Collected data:
——

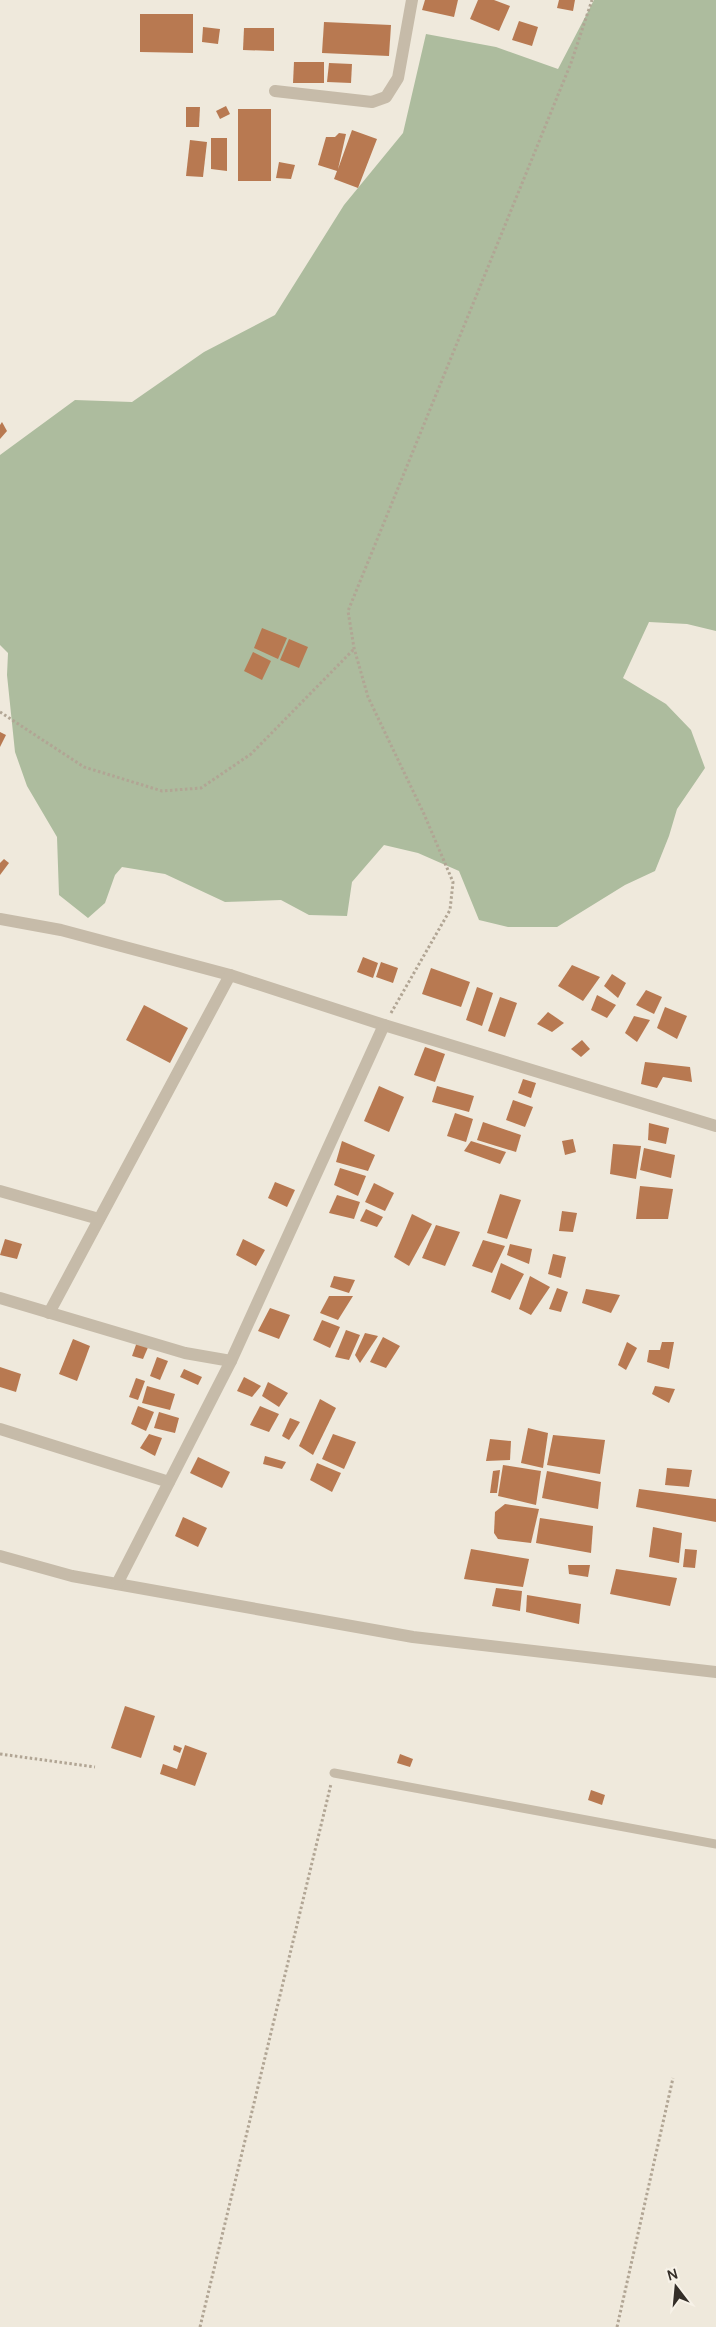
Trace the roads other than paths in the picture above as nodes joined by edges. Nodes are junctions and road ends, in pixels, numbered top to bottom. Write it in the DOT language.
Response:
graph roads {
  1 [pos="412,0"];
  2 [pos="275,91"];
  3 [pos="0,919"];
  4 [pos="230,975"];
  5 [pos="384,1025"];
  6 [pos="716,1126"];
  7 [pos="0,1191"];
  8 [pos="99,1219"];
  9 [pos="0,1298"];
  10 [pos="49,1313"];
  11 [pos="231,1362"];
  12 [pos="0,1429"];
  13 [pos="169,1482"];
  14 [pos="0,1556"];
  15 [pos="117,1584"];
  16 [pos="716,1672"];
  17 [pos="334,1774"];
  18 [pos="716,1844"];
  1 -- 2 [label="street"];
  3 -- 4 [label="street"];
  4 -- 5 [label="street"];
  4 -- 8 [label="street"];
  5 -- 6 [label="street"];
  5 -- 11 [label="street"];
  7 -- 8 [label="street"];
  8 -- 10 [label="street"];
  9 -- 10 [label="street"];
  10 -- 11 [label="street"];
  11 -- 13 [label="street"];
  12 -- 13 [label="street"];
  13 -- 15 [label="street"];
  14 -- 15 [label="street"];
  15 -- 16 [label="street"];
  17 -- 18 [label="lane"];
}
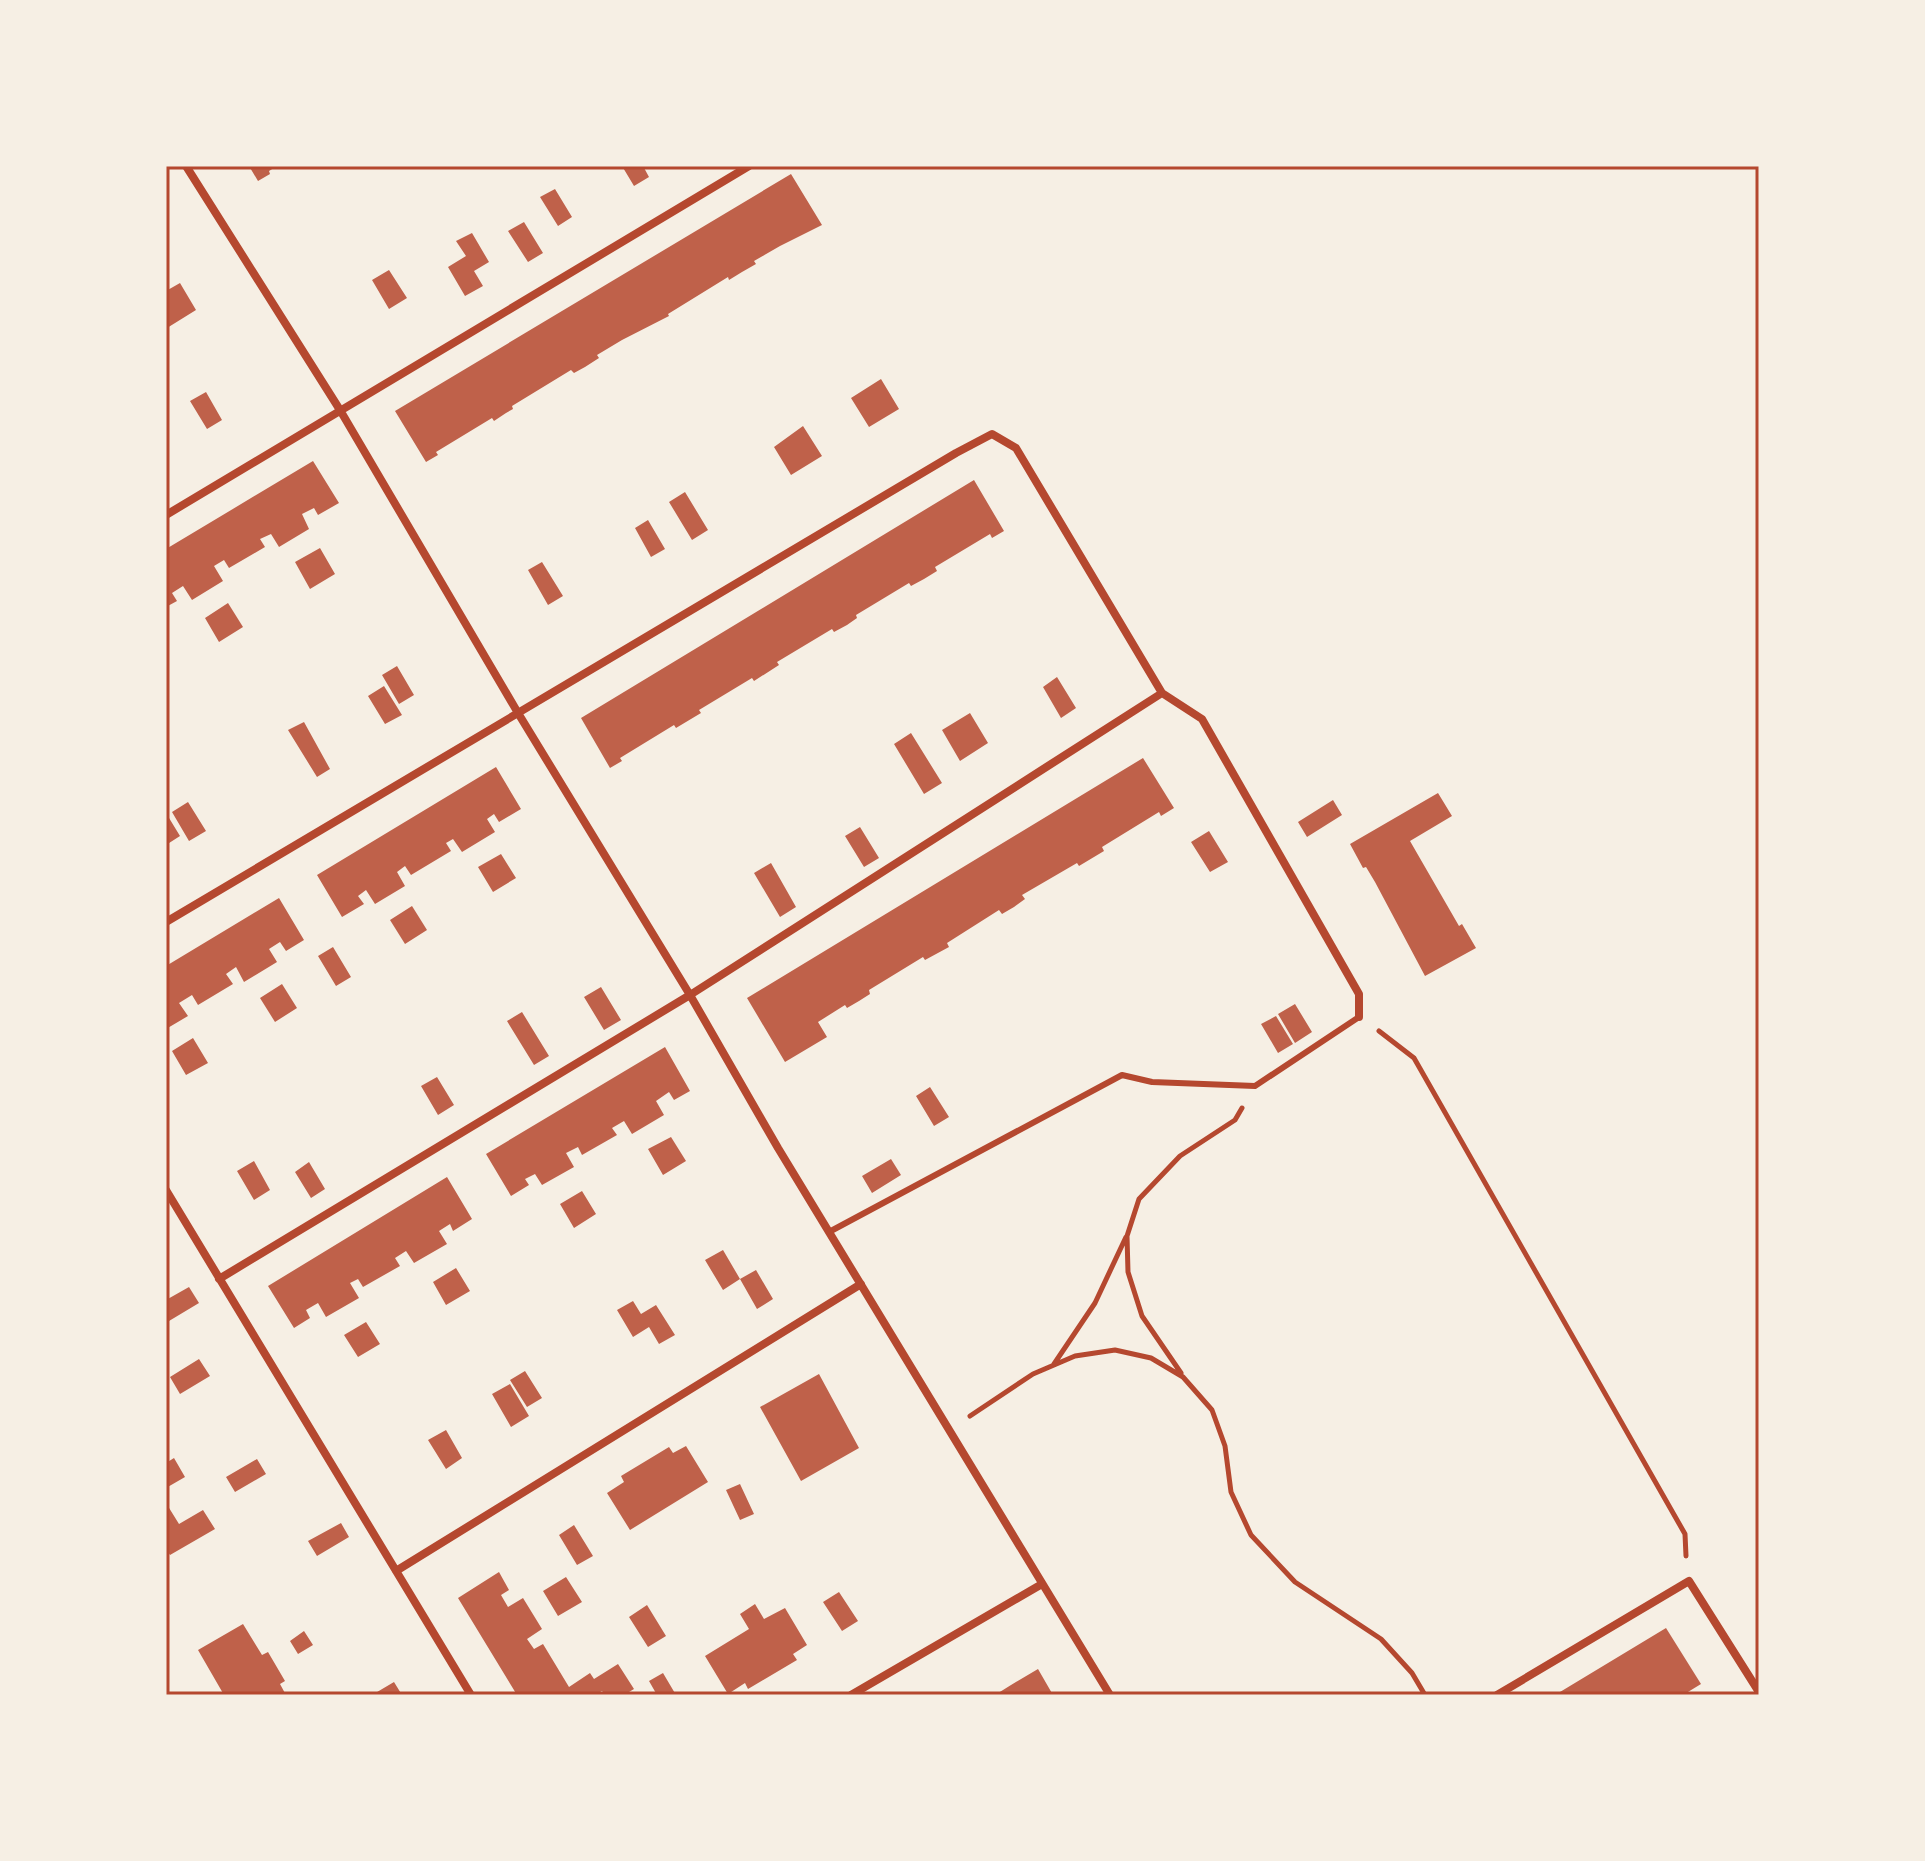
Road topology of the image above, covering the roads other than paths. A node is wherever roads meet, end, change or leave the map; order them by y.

——

What the task asks: Retype the entries word for word. Omit any images.

Answer for the task:
Trace the roads other than paths in the picture above as nodes joined by edges. Nodes are junctions and road ends, in pixels, numbered top to bottom. Write it in the DOT language.
Response:
graph roads {
  1 [pos="412,0"];
  2 [pos="275,91"];
  3 [pos="0,919"];
  4 [pos="230,975"];
  5 [pos="384,1025"];
  6 [pos="716,1126"];
  7 [pos="0,1191"];
  8 [pos="99,1219"];
  9 [pos="0,1298"];
  10 [pos="49,1313"];
  11 [pos="231,1362"];
  12 [pos="0,1429"];
  13 [pos="169,1482"];
  14 [pos="0,1556"];
  15 [pos="117,1584"];
  16 [pos="716,1672"];
  17 [pos="334,1774"];
  18 [pos="716,1844"];
  1 -- 2 [label="street"];
  3 -- 4 [label="street"];
  4 -- 5 [label="street"];
  4 -- 8 [label="street"];
  5 -- 6 [label="street"];
  5 -- 11 [label="street"];
  7 -- 8 [label="street"];
  8 -- 10 [label="street"];
  9 -- 10 [label="street"];
  10 -- 11 [label="street"];
  11 -- 13 [label="street"];
  12 -- 13 [label="street"];
  13 -- 15 [label="street"];
  14 -- 15 [label="street"];
  15 -- 16 [label="street"];
  17 -- 18 [label="lane"];
}
Road topology of the image above, covering the roads other than paths. A node is wherever roads meet, end, change or leave the map; order them by y.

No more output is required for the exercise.